During breaks, snacks are served with Arabic coffee, in a setting of shiny marble and glittering chrome. The Officer’s Club is one of Abu Dhabi’s finest addresses, under palm trees you can hear the gurgle of indoor-waterfalls, and like an artificial sky, a curved metallic dome spans over this postmodern flamboyancy, which was built by French architect Roger Taillibert in the ‘90s on commission of Sheikh Khalifa.

Forty-five nations are participating in this year’s “International Defence Exhibition”, represented by more than 1200 companies. Aserbaijan, Bosnia, Japan, Latvia, New Zealand and Slovenia are among the newcomers. The “danger”, that William Cohen’s statement refers to, is undeniably present in the region and provides a motivational frame for those who have come here to look for hot deals on military machinery.
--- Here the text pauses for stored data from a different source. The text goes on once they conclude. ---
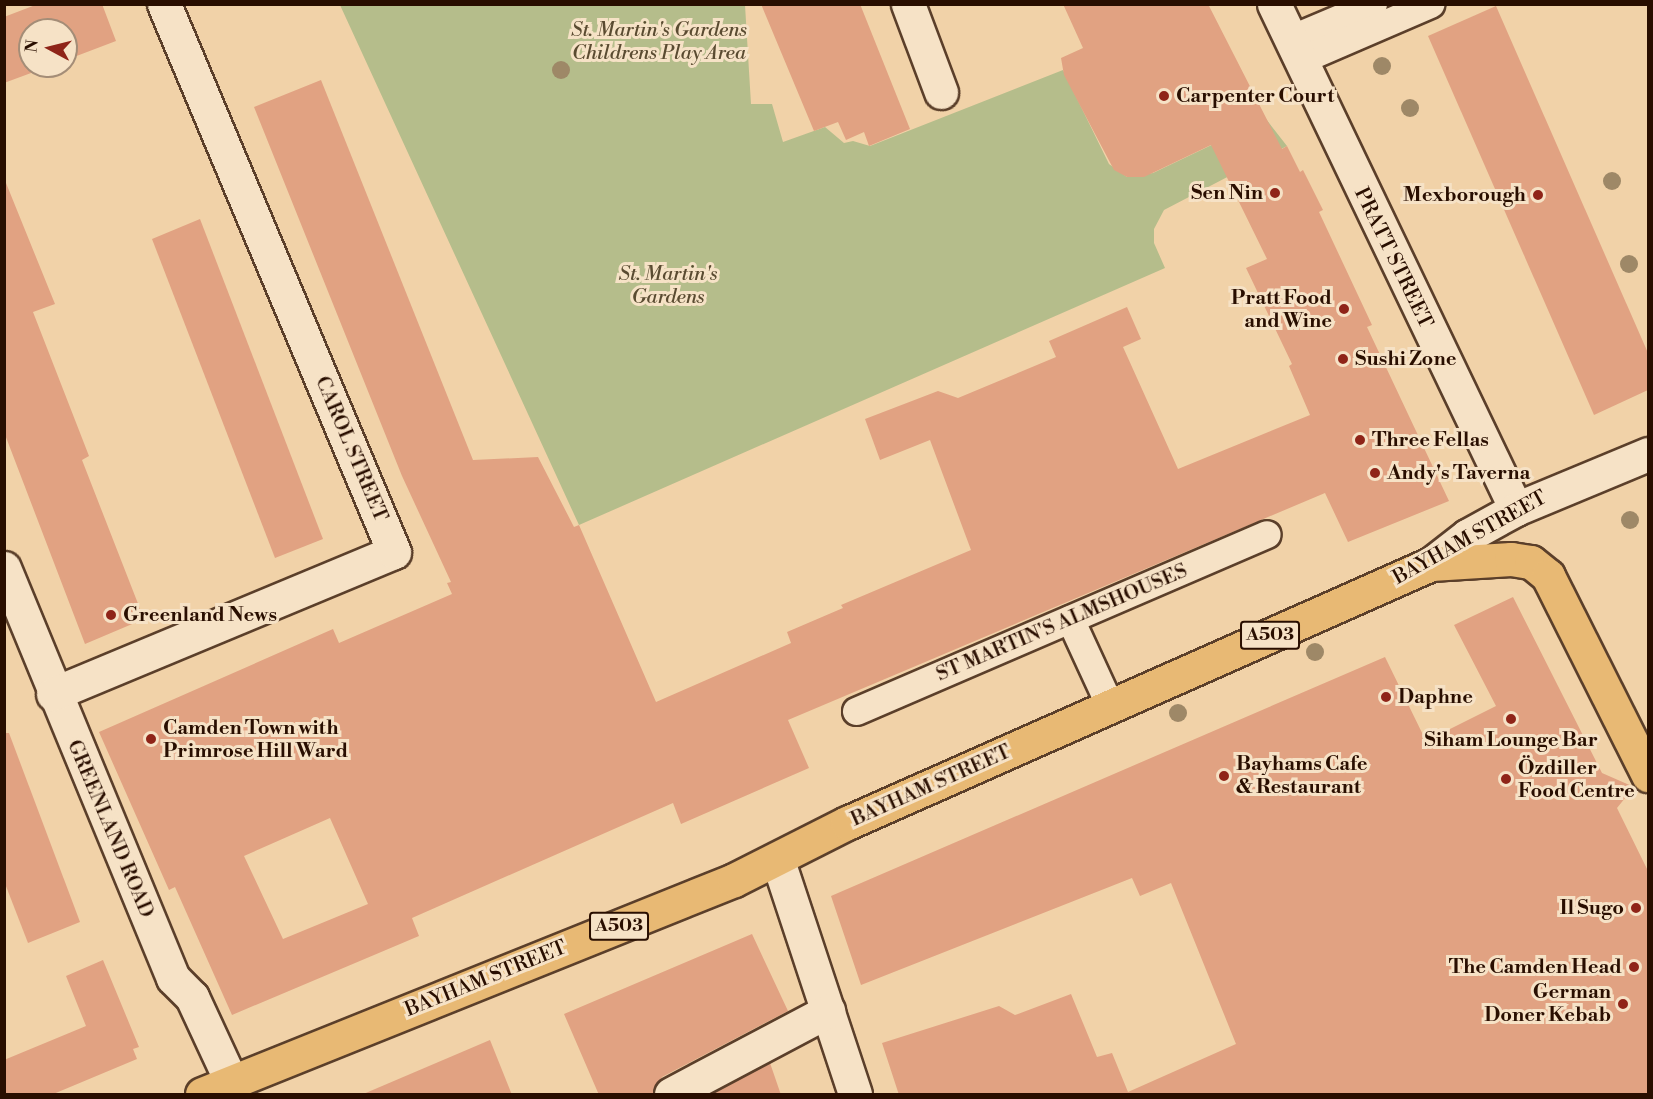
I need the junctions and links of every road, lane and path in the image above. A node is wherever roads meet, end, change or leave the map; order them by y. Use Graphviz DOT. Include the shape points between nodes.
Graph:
graph roads {
  1 [pos="164,4"];
  2 [pos="908,4"];
  3 [pos="1274,4"];
  4 [pos="1373,4"];
  5 [pos="1430,4"];
  6 [pos="1295,50"];
  7 [pos="941,92"];
  8 [pos="1648,454"];
  9 [pos="1516,509"];
  10 [pos="1267,534"];
  11 [pos="1431,564"];
  12 [pos="4,568"];
  13 [pos="1070,619"];
  14 [pos="53,694"];
  15 [pos="1110,706"];
  16 [pos="856,711"];
  17 [pos="1648,775"];
  18 [pos="778,861"];
  19 [pos="828,1011"];
  20 [pos="214,1090"];
  21 [pos="670,1095"];
  22 [pos="855,1095"];
  1 -- 14 [label="street, CAROL STREET" via="394,552"];
  2 -- 7 [label="street"];
  3 -- 6 [label="street, PRATT STREET"];
  4 -- 6 [label="lane"];
  5 -- 6 [label="lane"];
  6 -- 9 [label="street, PRATT STREET"];
  8 -- 9 [label="street, BAYHAM STREET"];
  9 -- 11 [label="street, BAYHAM STREET" via="1467,536"];
  10 -- 13 [label="lane, ST MARTIN'S ALMSHOUSES"];
  11 -- 15 [label="main road, BAYHAM STREET / A503"];
  11 -- 17 [label="main road, A503" via="1511,559 1531,562 1548,576"];
  12 -- 14 [label="street, GREENLAND ROAD"];
  13 -- 15 [label="lane"];
  13 -- 16 [label="lane, ST MARTIN'S ALMSHOUSES"];
  14 -- 20 [label="street, GREENLAND ROAD" via="173,978 192,997"];
  15 -- 18 [label="main road, BAYHAM STREET / A503" via="847,823"];
  18 -- 19 [label="street"];
  18 -- 20 [label="main road, BAYHAM STREET / A503"];
  19 -- 21 [label="street"];
  19 -- 22 [label="street"];
}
The United Arab Emirates are “an island of stability in an ocean of unrest” according to an opening statement, and one can see the effort of building a national identity that is loosely based on notions of exclusive wealth, security and a kind of real estate modernity under construction. It is a world of temperature-controlled interiors, self-driving cars and fluid capital: A promise that has also had an impact on cultural entrepreneurs, academics and art workers from all over the world, who are drawn to Zayeed island’s future museum district and the recently completed NYU-campus. Walking through the exhibition, aesthetic distinctions slowly come apart and it starts to feel like the defence fair and the spaces of the global art elite are part of the same vision, an air-conditioned phantasma built on money and sand.